Many factors come into deliberation when judging on whether to allow a business critical database to be transferred offsite, and when choosing a suitable vendor to do so. Traditional methods like writing to tape and shipping to a remote location can be a complicated process that requires special hardware, adequately trained staff and procedures to ensure that backups are regularly produced, protected and that the information contained in them is verified for integrity. Small businesses usually have small IT budgets. Often they can not afford to have a secondary datacenter, even if they have a dedicated data center. But nevertheless, it is still important to keep a copy of your backup files offsite. Disasters like hurricane, flood, fire or theft can destroy your servers and storage. Keeping backed up data in the separate data center ensures data is safe, no matter what is going on in your primary datacenter. Cloud storage is a great way of addressing this problem.

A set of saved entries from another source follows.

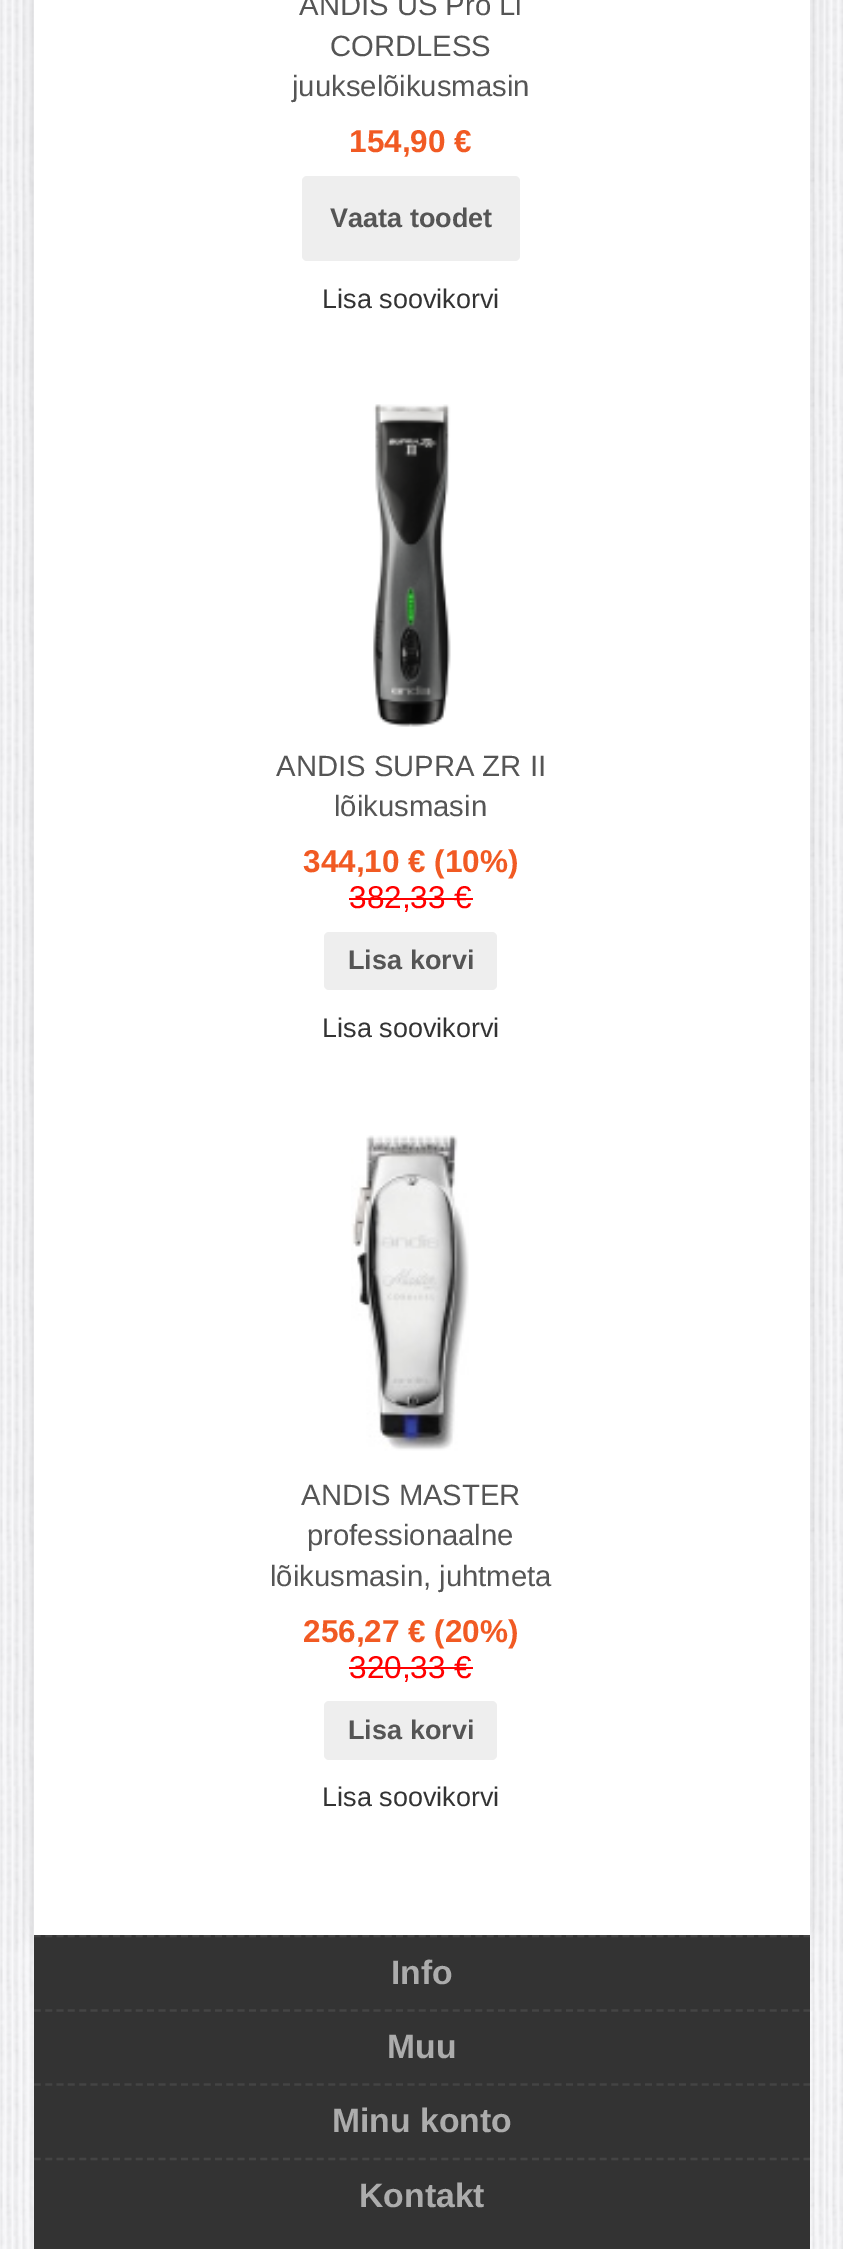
%!PS-Adobe-3.0
%%BoundingBox: 0 0 843 2249
%%LanguageLevel: 3
%%Pages: 1
%%EndComments
%%BeginProlog
/setink { dup -16 bitshift 255 div exch dup -8 bitshift 255 and 255 div exch 255 and 255 div setrgbcolor } def
/usefont { [ exch dup neg 0 0 3 -1 roll 0 0 ] selectfont } def
/setalpha { dup .setfillconstantalpha .setstrokeconstantalpha } def
/rrect { 5 dict begin { /r /h /w /y /x } { exch def } forall
  x r add y moveto x w add y 2 copy h add r arct x w add y h add x 1 index r arct
  x y h add x y r arct x y 2 copy exch w add exch r arct closepath end } def
/softshadow { 12 dict begin { /a /b /q /h /w /y /x } { exch def } forall gsave /was 0 def
  9 -2 -9 { dup b mul 4 div /e exch def 1 sub .425 mul 2.718 exch exp 1 add a .99 .min exch div /now exch def
    1 1 now sub 1 was sub div sub setalpha /was now def
    w h .min e 2 mul add 0 gt { x e sub y e sub w e 2 mul add h e 2 mul add
      q e add b .6 mul add w h .min 2 div e add .min 0 .max rrect fill } if } for grestore end } def
/drawimage { 5 dict begin { /h /w /y /x /name } { exch def } forall
  gsave x y translate w h scale
  w h 8 [w 0 0 h 0 0] name (r) file false 3 colorimage grestore end } def
%%EndProlog
%%BeginSetup
<< /PageSize [843 2249] /PageUsesTransparency true >> setpagedevice
%%EndSetup
%%Page: 1 1
0 .pushpdf14devicefilter
0 2249 translate 1 -1 scale
4 setmiterlimit
16#F8F8FA setink
0 0 843 2249 rectfill
(img1.raw) 0 0 843 2249 drawimage
16#000000 setink
34 -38 776 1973 11 9 0.08 softshadow
16#FFFFFF setink
34 0 776 1935 rectfill
/LiberationSans-Regular 29.25 usefont
16#555555 setink
[
    [(ANDIS US Pro Li) 299 15]
    [(CORDLESS) 330 56]
    [(juukselõikusmasin) 292 96]
] { aload pop moveto show } forall
/LiberationSans-Bold 31.5 usefont
16#F15A23 setink
349 152 moveto (154,90 €) show
16#EEEEEE setink
302 176 218 85 5 rrect fill
/LiberationSans-Bold 27 usefont
16#555555 setink
330 227 moveto (Vaata toodet) show
/LiberationSans-Regular 27 usefont
16#333333 setink
322 308 moveto (Lisa soovikorvi) show
(img2.raw) 373 404 78 323 drawimage
/LiberationSans-Regular 29.25 usefont
16#555555 setink
276 776 moveto (ANDIS SUPRA ZR II) show
334 816 moveto (lõikusmasin) show
/LiberationSans-Bold 31.5 usefont
16#F15A23 setink
303 872 moveto (344,10 € \(10%\)) show
/LiberationSans-Regular 31.5 usefont
16#FF0000 setink
349 908 moveto (382,33 €) show
349 898 124 2 rectfill
16#EEEEEE setink
324 932 173 58 5 rrect fill
/LiberationSans-Bold 27 usefont
16#555555 setink
348 969 moveto (Lisa korvi) show
/LiberationSans-Regular 27 usefont
16#333333 setink
322 1037 moveto (Lisa soovikorvi) show
(img3.raw) 351 1135 118 316 drawimage
/LiberationSans-Regular 29.25 usefont
16#555555 setink
[
    [(ANDIS MASTER) 301 1505]
    [(professionaalne) 307 1545]
    [(lõikusmasin, juhtmeta) 270 1586]
] { aload pop moveto show } forall
/LiberationSans-Bold 31.5 usefont
16#F15A23 setink
303 1642 moveto (256,27 € \(20%\)) show
/LiberationSans-Regular 31.5 usefont
16#FF0000 setink
349 1678 moveto (320,33 €) show
349 1667 124 2 rectfill
16#EEEEEE setink
324 1701 173 59 5 rrect fill
/LiberationSans-Bold 27 usefont
16#555555 setink
348 1739 moveto (Lisa korvi) show
/LiberationSans-Regular 27 usefont
16#333333 setink
322 1806 moveto (Lisa soovikorvi) show
34 1935 776 314 rectfill
gsave
34 1935 moveto 810 1935 lineto 810 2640 lineto 810 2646 805 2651 799 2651 curveto 45 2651 lineto 39 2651 34 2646 34 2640 curveto closepath clip newpath
16#444444 setink
2.2 setlinewidth
[6.75 4.57] 0 setdash
34 1936 moveto 810 1936 lineto stroke
grestore
/LiberationSans-Bold 33.75 usefont
16#ACACAC setink
391 1984 moveto (Info) show
16#444444 setink
2.2 setlinewidth
[6.75 4.57] 0 setdash
34 2010.5 moveto 810 2010.5 lineto stroke
16#ACACAC setink
387 2058 moveto (Muu) show
16#444444 setink
34 2084.5 moveto 810 2084.5 lineto stroke
16#ACACAC setink
332 2132 moveto (Minu konto) show
16#444444 setink
34 2159 moveto 810 2159 lineto stroke
16#ACACAC setink
359 2207 moveto (Kontakt) show
.poppdf14devicefilter showpage
%%EOF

With the cloud backup approach, there are a number of factors to consider. Some of the questions you have are:
- Is backed-up data secured at rest in the external data center?
- Is transfer to or from the external data center through the public internet network safe?
- Is there an effect on RTO (Recovery Time Objective)?
- Is the backup and recovery process easy enough for our IT staff?
- Are there any changes required to existing processes?
- Are the 3rd party backup tools needed?
- What are the additional costs in terms of required software or data transfer?
- What are the storage costs?
Backup features when doing a backup to the cloud
If your MySQL server or backup destination is located in an exposed infrastructure like a public cloud, hosting provider or connected through an untrusted WAN network, you need to think about additional actions in your backup policy. There are few different ways to perform database backups for MySQL, and depending on the type of backup, recovery time, size, and infrastructure options will vary. Since many of the cloud storage solutions are simply storage with different API front ends, any backup solution can be performed with a bit of scripting. So what are the options we have to make process smooth and secure?
Encryption
It is always a good idea to enforce encryption to enhance the security of backup data. A simple use case to implement encryption is where you want to push the backup to an offsite backup storage located in the public cloud.
When creating an encrypted backup, one thing to have in mind is that it usually takes more time to recover. The backup has to be decrypted before any recovery activities. With a big dataset, this could introduce some delays to the RTO.
On the other hand, if you are using private key for encryption, make sure to store the key in a safe place. If the private key is missing, the backup will be useless and unrecoverable. If the key is stolen, all created backups that use the same key would be compromised as they are no longer secured. You can use the popular GnuPG or OpenSSL to generate the private or public keys.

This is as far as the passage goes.